Estimate: 1000 GBP
Kingdom of Macedon, Philip V AR Tetradrachm. In the name and types of Alexander III. Pella, circa 180 BC. Head of Herakles right, wearing lion skin headdress / Zeus Aëtophoros seated left, holding sceptre; AΛEΞANΔPOY to right, club in left field, B below throne. Price 636; Müller -; Roma XIII, 194. 16.57g, 30mm, 11h.
Good Very Fine - Very Fine. Rare.
This coin is part of the final issue of 'Alexanders' struck in Macedon, as outlined by Seyrig (H. Seyrig, 'Monnaies héllenistiques, 5. Philippe V ou les Bottiéens', RN 1963, 14-8, pl. ii). Price notes: It represents a revival of the coinage that is much later than the groups of the early part of Antigonos' reign. Seyrig showed that the style of the head of Herakles on these later issues compared closely with that on bronze issues in the name of Philip V, dated from the use of the same symbol and monograms as are found on the silver tetradrachms to the later years of his reign. The Alexander issue is not, however, marked with the controls of the royal coinage of Philip, and was presumably struck to make a particular payment for which this type of coinage was stipulated. The letter B which occurs on the Alexanders of this group may be related to the name of the Bottiaeans of the Emanthian plain around Pella, who at this time struck fractional coinage parallel to the royal issues of Philip V. This suggestion is strengthened by the symbol of the prow (Price 640-2) which echoes the reverse type of the coinage of the Bottiaeans.

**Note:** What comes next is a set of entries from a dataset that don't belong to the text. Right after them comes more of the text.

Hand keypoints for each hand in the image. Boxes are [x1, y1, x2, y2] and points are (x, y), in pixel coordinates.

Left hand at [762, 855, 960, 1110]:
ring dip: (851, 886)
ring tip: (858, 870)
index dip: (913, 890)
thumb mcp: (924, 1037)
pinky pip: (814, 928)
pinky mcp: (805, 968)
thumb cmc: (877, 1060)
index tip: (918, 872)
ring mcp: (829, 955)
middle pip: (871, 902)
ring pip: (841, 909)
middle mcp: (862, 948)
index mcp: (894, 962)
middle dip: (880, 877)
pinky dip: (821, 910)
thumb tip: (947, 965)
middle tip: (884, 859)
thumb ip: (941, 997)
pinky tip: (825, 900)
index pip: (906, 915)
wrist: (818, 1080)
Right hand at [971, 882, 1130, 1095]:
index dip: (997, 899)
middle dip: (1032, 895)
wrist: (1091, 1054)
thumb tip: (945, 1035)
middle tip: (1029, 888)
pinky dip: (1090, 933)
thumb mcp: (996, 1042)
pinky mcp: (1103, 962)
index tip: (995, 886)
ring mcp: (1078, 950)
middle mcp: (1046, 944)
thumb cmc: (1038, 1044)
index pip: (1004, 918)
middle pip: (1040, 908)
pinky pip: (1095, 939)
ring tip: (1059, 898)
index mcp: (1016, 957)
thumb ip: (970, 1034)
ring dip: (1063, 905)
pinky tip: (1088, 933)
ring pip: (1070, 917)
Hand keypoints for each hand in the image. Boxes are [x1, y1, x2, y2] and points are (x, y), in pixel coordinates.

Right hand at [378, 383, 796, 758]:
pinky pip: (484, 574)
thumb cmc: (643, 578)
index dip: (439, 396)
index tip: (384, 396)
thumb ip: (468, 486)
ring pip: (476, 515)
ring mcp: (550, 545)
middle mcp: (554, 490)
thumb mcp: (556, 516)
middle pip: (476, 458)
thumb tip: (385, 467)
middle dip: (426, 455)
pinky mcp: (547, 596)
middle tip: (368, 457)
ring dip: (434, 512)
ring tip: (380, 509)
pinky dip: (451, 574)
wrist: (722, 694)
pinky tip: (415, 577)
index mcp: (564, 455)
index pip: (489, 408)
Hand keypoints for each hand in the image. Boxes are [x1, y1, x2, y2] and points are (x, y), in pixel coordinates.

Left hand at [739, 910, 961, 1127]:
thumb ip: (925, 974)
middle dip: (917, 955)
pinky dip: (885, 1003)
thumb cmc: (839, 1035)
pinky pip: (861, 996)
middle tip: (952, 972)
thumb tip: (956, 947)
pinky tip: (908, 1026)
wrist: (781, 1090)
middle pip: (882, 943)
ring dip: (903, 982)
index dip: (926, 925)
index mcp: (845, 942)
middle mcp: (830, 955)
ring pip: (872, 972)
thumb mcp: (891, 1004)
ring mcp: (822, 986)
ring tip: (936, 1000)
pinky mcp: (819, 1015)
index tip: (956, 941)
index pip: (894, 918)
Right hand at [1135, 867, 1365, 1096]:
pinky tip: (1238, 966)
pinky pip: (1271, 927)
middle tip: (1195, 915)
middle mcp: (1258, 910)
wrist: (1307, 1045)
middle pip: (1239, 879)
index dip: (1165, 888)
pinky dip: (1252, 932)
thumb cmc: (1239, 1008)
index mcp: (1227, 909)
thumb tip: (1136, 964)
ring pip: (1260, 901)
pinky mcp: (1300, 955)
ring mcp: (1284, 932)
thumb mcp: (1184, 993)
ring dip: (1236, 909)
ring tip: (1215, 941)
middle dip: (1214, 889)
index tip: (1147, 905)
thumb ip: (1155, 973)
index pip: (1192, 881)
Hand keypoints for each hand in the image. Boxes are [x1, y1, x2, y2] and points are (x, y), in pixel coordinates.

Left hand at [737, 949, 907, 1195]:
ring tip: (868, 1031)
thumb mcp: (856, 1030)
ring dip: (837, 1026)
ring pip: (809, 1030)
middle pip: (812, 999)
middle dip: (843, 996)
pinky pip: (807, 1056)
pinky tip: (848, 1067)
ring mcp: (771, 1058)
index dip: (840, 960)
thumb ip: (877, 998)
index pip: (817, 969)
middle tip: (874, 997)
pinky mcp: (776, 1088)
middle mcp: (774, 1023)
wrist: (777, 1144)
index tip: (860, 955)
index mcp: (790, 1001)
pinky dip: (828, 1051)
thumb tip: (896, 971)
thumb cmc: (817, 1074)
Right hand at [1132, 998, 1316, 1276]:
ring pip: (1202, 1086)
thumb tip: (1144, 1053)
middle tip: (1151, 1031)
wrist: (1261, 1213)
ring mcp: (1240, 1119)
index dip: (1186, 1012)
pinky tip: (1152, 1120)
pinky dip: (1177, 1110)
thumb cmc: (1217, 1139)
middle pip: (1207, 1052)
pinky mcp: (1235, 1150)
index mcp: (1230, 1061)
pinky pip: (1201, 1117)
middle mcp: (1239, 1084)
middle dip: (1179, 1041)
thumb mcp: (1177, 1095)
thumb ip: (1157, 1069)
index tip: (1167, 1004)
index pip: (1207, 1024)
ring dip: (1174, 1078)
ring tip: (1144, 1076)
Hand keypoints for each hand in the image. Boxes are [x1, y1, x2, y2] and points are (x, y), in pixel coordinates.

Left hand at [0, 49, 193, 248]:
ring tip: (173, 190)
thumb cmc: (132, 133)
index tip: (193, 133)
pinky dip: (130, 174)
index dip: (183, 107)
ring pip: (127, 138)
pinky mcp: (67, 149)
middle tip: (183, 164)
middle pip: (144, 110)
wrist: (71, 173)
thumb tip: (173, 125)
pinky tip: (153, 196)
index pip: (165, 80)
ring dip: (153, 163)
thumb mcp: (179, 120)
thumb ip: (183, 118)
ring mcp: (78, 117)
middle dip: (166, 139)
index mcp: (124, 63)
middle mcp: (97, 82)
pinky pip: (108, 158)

F. W. Walbank (Philip V of Macedon, Cambridge University Press, 2013, p. 265) notes however that there is now evidence of at least three other regional issues - those of the Amphaxians, coined at Thessalonica, and those of two Paeonian peoples, the Doberes and Paroreians. Additionally, many cities minted in their own names including Amphipolis, Aphytis in Chalkidike, Apollonia, Pella and Thessalonica. Walbank concludes that this represents a concession of the king's centralised political authority and an unprecedented devolution of minting authority. Rather than necessarily indicating weakness or insecurity though, Walbank makes the case for this devolution being a method of achieving some consolidation following the absolutist policies of the Antigonids, who had ever restricted coining rights, even to the great trading cities on the coasts. He proposes that the success Philip achieved with this policy should be measured by the prosperity of Macedon and the loyalty of its people to the king; the state of the Macedonian state on the eve of the Third Macedonian War indicates that this concession weakened neither nation nor monarchy.